> Problem description: Print the first line of the records below and every line after it, up to and including the line with "index mcp: (213, 337)". Print nothing else.

> Pixel coordinate listings:

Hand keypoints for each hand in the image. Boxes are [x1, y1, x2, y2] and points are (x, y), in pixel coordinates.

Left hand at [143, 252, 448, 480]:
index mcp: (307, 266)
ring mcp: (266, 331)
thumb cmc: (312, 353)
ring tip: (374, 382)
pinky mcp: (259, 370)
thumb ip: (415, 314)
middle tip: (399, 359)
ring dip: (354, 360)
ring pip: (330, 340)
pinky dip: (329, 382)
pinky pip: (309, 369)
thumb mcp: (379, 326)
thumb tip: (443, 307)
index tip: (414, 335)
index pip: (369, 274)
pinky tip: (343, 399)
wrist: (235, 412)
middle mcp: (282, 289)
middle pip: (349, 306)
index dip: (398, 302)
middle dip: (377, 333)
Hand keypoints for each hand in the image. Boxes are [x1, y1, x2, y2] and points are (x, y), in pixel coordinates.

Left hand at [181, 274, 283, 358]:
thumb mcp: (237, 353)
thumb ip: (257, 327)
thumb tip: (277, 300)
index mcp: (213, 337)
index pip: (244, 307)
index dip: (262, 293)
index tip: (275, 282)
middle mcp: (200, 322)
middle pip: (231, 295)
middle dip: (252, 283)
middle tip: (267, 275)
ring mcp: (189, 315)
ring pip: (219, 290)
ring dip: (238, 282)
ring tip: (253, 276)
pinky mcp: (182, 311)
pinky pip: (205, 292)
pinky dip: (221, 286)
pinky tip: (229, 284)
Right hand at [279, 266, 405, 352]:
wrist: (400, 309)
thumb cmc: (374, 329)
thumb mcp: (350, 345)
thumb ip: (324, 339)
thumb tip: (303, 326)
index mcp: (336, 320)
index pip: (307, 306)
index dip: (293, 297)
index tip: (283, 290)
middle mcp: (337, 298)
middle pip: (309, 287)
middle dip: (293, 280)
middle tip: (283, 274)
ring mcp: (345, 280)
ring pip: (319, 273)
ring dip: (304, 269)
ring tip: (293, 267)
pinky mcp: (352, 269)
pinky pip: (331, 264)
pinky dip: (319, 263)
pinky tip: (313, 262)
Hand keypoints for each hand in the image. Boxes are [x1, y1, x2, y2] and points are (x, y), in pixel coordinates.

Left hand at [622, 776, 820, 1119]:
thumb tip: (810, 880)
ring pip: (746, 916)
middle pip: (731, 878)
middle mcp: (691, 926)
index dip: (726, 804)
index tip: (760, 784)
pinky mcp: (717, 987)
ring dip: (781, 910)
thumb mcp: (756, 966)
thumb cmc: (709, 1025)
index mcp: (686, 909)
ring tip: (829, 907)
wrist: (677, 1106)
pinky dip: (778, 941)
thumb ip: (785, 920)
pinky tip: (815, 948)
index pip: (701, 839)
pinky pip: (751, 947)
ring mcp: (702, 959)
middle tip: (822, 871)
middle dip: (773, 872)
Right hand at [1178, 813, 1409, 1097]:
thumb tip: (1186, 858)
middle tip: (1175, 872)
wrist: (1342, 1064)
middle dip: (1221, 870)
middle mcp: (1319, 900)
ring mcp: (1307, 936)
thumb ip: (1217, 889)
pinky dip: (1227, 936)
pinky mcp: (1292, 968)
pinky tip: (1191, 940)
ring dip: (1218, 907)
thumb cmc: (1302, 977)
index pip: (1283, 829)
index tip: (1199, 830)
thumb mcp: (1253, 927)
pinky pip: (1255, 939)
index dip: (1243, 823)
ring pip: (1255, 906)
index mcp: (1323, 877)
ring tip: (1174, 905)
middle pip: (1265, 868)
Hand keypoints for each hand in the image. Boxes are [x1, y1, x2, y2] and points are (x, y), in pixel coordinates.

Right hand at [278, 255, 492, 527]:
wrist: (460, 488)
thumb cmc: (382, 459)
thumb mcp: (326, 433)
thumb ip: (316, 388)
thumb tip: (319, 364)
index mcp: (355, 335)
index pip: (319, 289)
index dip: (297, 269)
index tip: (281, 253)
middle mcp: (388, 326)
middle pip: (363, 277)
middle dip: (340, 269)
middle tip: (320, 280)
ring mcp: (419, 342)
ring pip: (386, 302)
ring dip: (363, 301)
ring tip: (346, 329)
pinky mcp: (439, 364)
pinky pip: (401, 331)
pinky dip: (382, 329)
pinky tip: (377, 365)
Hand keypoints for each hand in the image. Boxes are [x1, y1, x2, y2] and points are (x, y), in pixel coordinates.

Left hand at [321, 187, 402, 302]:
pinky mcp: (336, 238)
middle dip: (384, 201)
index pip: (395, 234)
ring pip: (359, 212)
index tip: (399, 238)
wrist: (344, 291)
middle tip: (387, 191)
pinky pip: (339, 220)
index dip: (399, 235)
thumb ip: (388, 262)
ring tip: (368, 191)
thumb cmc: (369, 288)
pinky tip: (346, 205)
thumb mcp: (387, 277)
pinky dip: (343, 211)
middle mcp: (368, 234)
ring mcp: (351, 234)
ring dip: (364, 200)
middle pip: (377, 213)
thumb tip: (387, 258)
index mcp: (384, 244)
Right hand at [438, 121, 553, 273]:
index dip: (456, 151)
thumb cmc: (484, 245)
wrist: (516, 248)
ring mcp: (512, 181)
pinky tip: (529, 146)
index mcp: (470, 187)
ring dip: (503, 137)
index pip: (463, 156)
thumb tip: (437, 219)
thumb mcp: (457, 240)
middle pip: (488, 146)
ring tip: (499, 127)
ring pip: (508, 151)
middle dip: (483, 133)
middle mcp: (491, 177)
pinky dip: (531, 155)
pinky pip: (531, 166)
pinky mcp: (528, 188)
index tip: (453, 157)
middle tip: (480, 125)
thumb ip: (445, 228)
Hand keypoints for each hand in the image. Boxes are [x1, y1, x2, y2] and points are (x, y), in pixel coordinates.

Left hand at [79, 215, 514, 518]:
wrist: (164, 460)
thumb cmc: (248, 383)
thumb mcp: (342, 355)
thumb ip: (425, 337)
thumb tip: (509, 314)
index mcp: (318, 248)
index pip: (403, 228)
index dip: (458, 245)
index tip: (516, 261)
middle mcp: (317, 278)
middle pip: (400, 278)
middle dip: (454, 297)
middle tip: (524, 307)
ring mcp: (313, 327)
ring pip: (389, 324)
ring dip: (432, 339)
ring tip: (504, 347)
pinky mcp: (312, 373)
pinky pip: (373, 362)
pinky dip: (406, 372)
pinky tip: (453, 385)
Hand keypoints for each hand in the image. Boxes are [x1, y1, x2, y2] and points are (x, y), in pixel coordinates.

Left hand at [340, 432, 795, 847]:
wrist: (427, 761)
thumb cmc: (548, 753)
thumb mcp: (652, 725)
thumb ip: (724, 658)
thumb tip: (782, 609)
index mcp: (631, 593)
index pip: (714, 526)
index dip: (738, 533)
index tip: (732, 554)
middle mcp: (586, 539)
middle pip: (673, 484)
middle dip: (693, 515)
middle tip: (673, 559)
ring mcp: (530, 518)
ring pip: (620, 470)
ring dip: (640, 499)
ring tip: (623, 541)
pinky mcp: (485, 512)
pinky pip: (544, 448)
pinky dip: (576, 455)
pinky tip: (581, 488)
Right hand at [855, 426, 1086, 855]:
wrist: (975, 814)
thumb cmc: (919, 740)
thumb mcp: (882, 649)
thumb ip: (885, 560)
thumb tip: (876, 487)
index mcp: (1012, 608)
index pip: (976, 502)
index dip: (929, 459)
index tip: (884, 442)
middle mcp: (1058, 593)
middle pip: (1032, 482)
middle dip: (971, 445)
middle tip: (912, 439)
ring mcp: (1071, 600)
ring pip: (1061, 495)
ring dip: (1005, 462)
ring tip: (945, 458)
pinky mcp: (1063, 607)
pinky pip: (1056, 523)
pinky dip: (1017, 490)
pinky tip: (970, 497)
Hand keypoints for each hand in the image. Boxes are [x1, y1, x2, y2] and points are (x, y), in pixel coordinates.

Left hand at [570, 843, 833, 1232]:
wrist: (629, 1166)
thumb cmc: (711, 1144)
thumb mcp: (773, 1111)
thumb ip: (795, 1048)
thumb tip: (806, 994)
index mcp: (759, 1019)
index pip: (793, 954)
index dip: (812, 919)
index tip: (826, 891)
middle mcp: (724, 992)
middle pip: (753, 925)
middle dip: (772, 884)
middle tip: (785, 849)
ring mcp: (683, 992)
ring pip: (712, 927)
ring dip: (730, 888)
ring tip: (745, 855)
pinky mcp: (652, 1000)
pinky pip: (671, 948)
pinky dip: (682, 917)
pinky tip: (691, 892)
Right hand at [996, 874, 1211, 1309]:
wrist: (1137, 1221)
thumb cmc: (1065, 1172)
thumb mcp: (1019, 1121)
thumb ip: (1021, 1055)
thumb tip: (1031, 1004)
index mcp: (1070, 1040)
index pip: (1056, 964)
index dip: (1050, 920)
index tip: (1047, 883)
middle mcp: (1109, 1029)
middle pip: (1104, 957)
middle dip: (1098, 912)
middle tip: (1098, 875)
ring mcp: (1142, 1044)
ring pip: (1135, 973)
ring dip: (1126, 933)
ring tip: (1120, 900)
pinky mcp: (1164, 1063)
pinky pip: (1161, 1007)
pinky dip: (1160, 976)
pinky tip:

> Your response:
Hand keypoints for each hand in the image. Boxes are [x1, y1, x2, y2] and points are (x, y), in pixel coordinates.

Left hand at [143, 252, 448, 480]:
index mcp: (307, 266)
ring mcp: (266, 331)
thumb cmc: (312, 353)
ring tip: (374, 382)
pinky mcp: (259, 370)
thumb ip: (415, 314)
middle tip: (399, 359)
ring dip: (354, 360)
ring pip: (330, 340)
pinky dip: (329, 382)
pinky pip: (309, 369)
thumb mcp: (379, 326)
thumb tip: (443, 307)
index tip: (414, 335)
index pip: (369, 274)
pinky tip: (343, 399)
wrist: (235, 412)
middle mcp: (282, 289)
middle pip: (349, 306)
index dip: (398, 302)
middle dip: (377, 333)
Hand keypoints for each hand in the image. Boxes are [x1, y1, x2, y2] and points are (x, y), in pixel coordinates.

Left hand at [181, 274, 283, 358]:
thumb mcp: (237, 353)
thumb ip: (257, 327)
thumb tip: (277, 300)
index mcp: (213, 337)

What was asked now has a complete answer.